In this paper we used liquid flame spray (LFS) for TiO2 nanoparticle deposition that is an excellent tool for depositing various metal and metal oxide nanoparticles on large-area substrates. The organometallic precursor is supplied into a high velocity and high temperature hydrogen-oxygen flame. The precursor undergoes several stages in the flame: evaporation, nucleation, and finally formation of solid nanoparticles. The deposited TiO2 nanoparticles in this paper are in anatase crystalline form and photocatalytically active: we have shown previously [25] that the temperature and nucleation mechanism in the LFS process favor the formation of anatase crystalline form that was also supported by the X-ray diffraction data [26].

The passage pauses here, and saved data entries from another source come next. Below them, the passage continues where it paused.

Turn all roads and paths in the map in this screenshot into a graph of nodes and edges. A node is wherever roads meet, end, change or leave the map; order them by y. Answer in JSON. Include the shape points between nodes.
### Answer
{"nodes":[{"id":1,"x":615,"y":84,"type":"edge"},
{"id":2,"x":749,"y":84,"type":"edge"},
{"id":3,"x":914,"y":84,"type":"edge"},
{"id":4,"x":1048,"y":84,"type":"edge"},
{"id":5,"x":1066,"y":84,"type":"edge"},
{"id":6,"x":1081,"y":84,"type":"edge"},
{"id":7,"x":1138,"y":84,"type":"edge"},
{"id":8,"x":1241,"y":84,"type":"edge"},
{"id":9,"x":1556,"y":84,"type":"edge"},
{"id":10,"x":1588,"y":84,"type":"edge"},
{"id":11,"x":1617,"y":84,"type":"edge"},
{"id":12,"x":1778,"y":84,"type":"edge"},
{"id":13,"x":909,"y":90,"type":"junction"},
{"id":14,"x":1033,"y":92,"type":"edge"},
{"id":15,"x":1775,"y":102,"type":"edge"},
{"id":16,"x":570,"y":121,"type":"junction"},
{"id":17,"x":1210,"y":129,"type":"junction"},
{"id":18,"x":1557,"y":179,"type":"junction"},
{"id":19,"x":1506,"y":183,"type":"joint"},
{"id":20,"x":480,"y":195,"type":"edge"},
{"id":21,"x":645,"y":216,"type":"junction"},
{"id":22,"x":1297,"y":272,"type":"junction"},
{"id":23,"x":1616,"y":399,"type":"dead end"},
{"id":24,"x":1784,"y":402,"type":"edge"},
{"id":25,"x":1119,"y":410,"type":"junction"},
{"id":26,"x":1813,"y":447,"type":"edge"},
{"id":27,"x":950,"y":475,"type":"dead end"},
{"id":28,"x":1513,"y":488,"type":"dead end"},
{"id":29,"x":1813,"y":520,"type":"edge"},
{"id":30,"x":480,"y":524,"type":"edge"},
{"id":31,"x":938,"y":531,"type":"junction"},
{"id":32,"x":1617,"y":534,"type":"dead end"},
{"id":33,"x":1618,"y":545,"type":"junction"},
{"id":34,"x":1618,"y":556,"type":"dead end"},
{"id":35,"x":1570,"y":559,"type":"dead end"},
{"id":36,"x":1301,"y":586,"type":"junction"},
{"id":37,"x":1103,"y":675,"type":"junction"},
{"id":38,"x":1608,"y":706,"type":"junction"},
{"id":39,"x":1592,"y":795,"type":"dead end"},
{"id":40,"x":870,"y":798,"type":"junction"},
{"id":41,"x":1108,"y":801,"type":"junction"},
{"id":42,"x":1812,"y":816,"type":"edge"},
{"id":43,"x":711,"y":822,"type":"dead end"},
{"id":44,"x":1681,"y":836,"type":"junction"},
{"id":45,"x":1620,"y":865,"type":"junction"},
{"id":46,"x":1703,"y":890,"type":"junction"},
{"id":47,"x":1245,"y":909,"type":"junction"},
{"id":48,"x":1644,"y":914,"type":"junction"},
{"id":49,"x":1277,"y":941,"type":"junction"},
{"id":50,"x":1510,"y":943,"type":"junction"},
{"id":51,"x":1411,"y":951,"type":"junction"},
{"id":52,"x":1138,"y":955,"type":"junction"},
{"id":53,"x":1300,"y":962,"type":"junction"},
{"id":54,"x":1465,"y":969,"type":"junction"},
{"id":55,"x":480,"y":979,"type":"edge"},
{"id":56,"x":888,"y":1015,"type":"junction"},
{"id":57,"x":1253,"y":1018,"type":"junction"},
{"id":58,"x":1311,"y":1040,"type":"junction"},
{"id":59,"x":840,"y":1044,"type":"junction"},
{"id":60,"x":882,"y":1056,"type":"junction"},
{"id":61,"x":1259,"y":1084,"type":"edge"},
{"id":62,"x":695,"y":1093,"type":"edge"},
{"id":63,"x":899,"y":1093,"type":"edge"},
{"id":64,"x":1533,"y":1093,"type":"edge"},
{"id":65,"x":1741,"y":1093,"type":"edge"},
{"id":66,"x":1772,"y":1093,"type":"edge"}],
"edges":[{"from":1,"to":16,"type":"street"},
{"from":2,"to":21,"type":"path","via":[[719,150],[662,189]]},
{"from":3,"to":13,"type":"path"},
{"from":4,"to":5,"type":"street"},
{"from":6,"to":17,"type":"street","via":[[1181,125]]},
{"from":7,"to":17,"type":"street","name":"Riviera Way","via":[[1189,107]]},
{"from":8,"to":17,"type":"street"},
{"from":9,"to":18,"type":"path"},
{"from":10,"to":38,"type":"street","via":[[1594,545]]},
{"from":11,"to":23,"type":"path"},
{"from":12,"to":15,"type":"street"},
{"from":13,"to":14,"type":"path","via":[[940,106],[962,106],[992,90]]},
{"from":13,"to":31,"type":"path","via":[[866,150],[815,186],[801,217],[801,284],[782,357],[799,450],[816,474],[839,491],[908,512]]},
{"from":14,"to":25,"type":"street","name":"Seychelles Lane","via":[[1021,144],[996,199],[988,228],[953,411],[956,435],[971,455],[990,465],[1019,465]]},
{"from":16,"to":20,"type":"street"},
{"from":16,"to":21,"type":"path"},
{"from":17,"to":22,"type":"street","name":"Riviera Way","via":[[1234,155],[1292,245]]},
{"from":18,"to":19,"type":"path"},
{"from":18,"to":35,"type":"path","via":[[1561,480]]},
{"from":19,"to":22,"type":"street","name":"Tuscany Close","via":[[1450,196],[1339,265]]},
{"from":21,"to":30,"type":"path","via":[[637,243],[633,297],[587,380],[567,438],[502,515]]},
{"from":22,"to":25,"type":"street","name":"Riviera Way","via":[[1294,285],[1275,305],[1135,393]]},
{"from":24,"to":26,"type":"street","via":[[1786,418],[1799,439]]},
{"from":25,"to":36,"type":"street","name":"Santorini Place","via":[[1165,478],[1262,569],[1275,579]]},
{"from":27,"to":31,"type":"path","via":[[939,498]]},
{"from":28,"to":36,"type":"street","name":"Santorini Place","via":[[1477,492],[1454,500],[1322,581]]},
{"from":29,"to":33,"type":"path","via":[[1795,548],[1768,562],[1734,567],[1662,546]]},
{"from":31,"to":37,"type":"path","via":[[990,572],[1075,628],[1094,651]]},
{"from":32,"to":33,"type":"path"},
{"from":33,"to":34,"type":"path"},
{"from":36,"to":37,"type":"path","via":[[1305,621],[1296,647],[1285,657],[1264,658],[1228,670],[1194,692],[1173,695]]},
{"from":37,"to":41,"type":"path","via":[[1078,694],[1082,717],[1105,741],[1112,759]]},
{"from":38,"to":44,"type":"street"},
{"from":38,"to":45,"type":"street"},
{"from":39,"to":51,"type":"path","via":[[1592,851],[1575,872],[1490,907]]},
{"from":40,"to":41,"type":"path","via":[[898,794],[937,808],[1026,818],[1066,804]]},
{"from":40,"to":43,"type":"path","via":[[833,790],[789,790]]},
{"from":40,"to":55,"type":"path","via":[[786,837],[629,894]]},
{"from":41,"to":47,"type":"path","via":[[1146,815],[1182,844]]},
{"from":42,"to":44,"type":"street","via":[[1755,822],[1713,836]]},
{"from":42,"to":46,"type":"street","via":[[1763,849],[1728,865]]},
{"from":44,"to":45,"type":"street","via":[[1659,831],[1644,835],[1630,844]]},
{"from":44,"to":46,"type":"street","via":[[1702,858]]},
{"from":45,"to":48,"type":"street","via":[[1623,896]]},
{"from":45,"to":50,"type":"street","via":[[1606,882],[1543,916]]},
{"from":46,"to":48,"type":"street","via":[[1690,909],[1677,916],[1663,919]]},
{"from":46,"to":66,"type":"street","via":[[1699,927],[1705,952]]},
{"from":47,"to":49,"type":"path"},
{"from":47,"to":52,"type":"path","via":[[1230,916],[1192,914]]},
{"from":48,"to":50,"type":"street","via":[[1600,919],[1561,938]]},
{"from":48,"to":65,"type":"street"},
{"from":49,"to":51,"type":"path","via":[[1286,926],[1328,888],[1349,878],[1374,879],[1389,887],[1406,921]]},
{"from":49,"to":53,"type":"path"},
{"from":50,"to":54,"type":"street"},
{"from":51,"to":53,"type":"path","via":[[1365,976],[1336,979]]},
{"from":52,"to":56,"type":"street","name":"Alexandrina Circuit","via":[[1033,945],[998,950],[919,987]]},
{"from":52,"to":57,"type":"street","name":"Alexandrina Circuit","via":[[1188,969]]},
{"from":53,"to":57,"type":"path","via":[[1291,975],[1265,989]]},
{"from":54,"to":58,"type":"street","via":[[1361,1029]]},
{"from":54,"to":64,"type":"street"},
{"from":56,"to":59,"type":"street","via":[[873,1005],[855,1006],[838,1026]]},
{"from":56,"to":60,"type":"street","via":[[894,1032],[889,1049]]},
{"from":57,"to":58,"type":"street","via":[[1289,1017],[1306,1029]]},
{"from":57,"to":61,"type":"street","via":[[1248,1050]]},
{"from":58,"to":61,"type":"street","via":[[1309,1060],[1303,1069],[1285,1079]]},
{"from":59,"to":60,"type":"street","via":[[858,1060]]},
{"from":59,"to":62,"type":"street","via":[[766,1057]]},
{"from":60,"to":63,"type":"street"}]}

By comparing with TiO2 thin film techniques such atomic layer deposition (ALD) and chemical vapor deposition (CVD), LFS method provides TiO2 nanoparticles with rather uniform and precise coverage, high deposition rate, relatively easy to handle, operation at atmospheric conditions, and cost-effective deposition suitable for roll-to-roll process flow [27,28].

Recently, LFS has been widely used in several photocatalytic applications [29-31] including doping with ions such as copper [32] and silver [33]. The LFS process parameters can easily be varied for a deposition of nanoparticles with controlled size, composition, and amount on different substrates.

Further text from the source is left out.